RAW DATA:
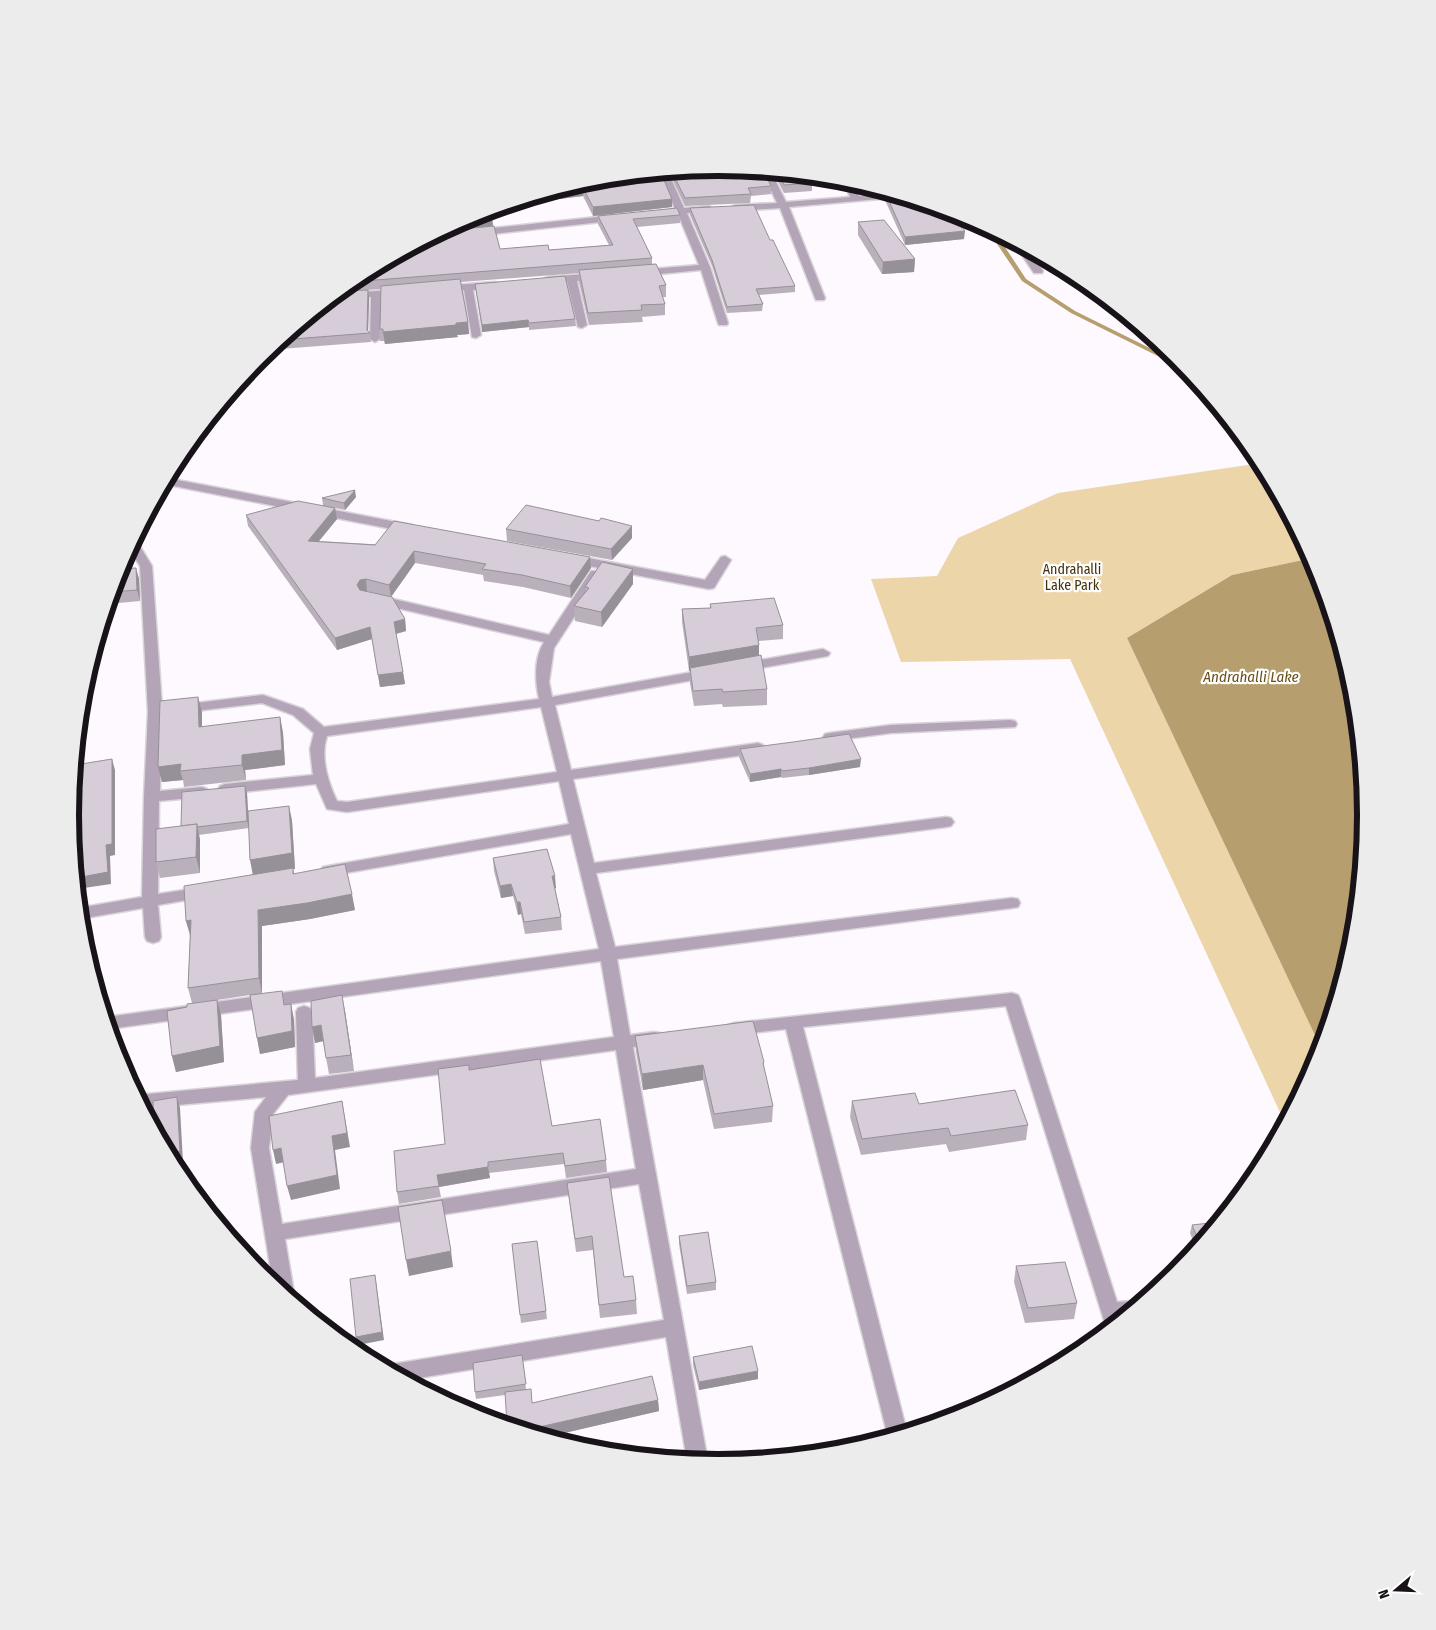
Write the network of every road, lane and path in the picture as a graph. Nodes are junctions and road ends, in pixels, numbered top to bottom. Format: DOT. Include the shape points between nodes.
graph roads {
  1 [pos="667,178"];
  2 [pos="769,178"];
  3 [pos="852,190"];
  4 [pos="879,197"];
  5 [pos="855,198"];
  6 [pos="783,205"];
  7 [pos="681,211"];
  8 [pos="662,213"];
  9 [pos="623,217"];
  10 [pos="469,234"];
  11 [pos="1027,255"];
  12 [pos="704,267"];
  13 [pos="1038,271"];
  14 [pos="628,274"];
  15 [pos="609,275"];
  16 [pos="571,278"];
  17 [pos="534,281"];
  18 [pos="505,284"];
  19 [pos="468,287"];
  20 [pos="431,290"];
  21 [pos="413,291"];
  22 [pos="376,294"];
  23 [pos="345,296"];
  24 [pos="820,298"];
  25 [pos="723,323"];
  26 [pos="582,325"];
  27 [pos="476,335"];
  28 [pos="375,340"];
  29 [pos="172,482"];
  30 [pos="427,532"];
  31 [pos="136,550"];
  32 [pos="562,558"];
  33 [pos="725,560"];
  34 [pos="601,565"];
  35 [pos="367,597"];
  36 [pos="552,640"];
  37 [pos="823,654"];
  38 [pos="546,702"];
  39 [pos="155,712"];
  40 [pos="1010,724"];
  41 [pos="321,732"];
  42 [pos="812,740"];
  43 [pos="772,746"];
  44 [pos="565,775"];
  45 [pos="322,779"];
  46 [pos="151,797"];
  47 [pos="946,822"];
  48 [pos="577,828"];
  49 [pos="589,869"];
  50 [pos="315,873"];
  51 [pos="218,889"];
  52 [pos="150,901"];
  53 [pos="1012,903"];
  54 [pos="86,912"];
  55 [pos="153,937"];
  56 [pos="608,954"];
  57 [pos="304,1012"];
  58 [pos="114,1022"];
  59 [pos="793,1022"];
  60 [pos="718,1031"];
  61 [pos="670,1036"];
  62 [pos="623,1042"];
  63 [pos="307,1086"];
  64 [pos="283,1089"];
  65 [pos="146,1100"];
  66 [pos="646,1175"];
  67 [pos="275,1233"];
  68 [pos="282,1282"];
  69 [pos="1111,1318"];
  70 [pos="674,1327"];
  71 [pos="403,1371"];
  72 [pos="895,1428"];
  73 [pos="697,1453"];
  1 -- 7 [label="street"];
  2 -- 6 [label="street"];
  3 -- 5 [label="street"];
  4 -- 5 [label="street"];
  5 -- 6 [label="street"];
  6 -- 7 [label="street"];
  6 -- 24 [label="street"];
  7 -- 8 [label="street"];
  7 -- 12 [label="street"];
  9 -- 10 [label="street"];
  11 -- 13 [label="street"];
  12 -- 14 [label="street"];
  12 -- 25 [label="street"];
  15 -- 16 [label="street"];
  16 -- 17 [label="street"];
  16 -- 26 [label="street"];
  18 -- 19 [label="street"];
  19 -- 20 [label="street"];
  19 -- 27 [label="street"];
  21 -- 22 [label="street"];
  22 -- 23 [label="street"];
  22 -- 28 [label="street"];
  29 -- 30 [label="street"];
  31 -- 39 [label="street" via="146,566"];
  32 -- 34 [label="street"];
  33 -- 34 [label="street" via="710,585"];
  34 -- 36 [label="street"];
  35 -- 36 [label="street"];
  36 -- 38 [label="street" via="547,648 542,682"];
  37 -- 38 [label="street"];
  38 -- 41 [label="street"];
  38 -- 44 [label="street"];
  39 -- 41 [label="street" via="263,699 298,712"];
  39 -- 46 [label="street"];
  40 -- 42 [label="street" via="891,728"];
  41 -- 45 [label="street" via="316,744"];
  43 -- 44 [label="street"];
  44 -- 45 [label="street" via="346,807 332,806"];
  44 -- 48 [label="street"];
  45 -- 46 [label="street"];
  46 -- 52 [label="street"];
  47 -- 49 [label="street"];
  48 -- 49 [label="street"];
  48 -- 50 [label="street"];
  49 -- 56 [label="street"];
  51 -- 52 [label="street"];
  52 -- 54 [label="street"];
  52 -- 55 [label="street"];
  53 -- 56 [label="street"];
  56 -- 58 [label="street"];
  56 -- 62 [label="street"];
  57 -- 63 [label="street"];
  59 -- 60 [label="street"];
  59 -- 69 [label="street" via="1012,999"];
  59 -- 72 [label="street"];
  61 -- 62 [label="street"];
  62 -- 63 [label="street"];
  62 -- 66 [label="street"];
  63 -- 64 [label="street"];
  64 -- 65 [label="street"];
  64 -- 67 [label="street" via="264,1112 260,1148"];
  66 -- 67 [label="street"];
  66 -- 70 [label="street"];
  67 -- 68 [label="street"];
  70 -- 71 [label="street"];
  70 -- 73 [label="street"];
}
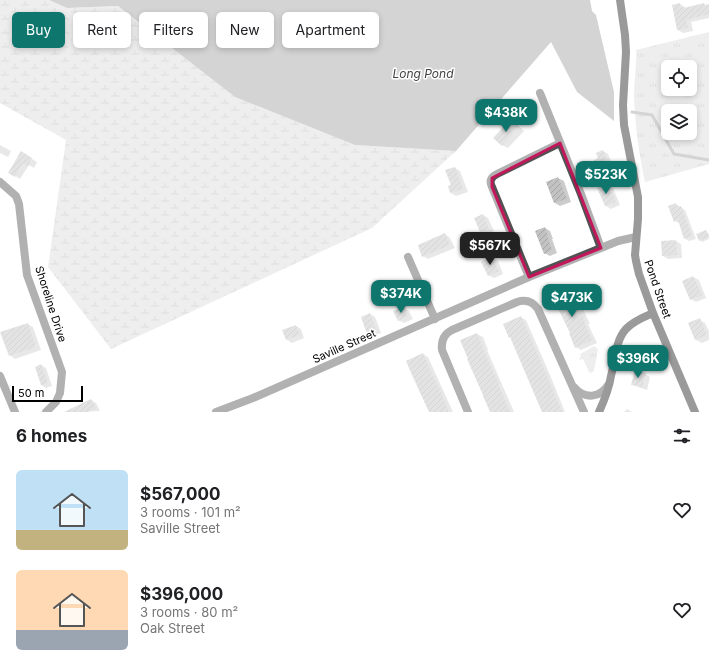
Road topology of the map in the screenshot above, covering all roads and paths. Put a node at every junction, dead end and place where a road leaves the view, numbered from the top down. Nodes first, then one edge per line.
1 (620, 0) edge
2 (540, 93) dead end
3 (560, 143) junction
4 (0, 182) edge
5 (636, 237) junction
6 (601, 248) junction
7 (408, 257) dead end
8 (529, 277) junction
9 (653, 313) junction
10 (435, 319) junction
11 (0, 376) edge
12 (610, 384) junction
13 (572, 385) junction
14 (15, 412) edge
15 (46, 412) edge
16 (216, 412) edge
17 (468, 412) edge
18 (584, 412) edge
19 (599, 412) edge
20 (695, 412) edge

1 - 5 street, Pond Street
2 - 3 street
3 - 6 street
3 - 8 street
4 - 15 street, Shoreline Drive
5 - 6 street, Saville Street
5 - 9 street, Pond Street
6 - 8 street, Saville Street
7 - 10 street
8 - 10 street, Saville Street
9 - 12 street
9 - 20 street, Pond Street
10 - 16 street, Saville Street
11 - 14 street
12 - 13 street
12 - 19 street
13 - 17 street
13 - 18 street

HOW TO COMPLETE THIS TASK:
Set down exactly the lines that begin with the one containing "Road topology of" and end with the last line above, and no others.

WRITTEN SOLUTION:
Road topology of the map in the screenshot above, covering all roads and paths. Put a node at every junction, dead end and place where a road leaves the view, numbered from the top down. Nodes first, then one edge per line.
1 (620, 0) edge
2 (540, 93) dead end
3 (560, 143) junction
4 (0, 182) edge
5 (636, 237) junction
6 (601, 248) junction
7 (408, 257) dead end
8 (529, 277) junction
9 (653, 313) junction
10 (435, 319) junction
11 (0, 376) edge
12 (610, 384) junction
13 (572, 385) junction
14 (15, 412) edge
15 (46, 412) edge
16 (216, 412) edge
17 (468, 412) edge
18 (584, 412) edge
19 (599, 412) edge
20 (695, 412) edge

1 - 5 street, Pond Street
2 - 3 street
3 - 6 street
3 - 8 street
4 - 15 street, Shoreline Drive
5 - 6 street, Saville Street
5 - 9 street, Pond Street
6 - 8 street, Saville Street
7 - 10 street
8 - 10 street, Saville Street
9 - 12 street
9 - 20 street, Pond Street
10 - 16 street, Saville Street
11 - 14 street
12 - 13 street
12 - 19 street
13 - 17 street
13 - 18 street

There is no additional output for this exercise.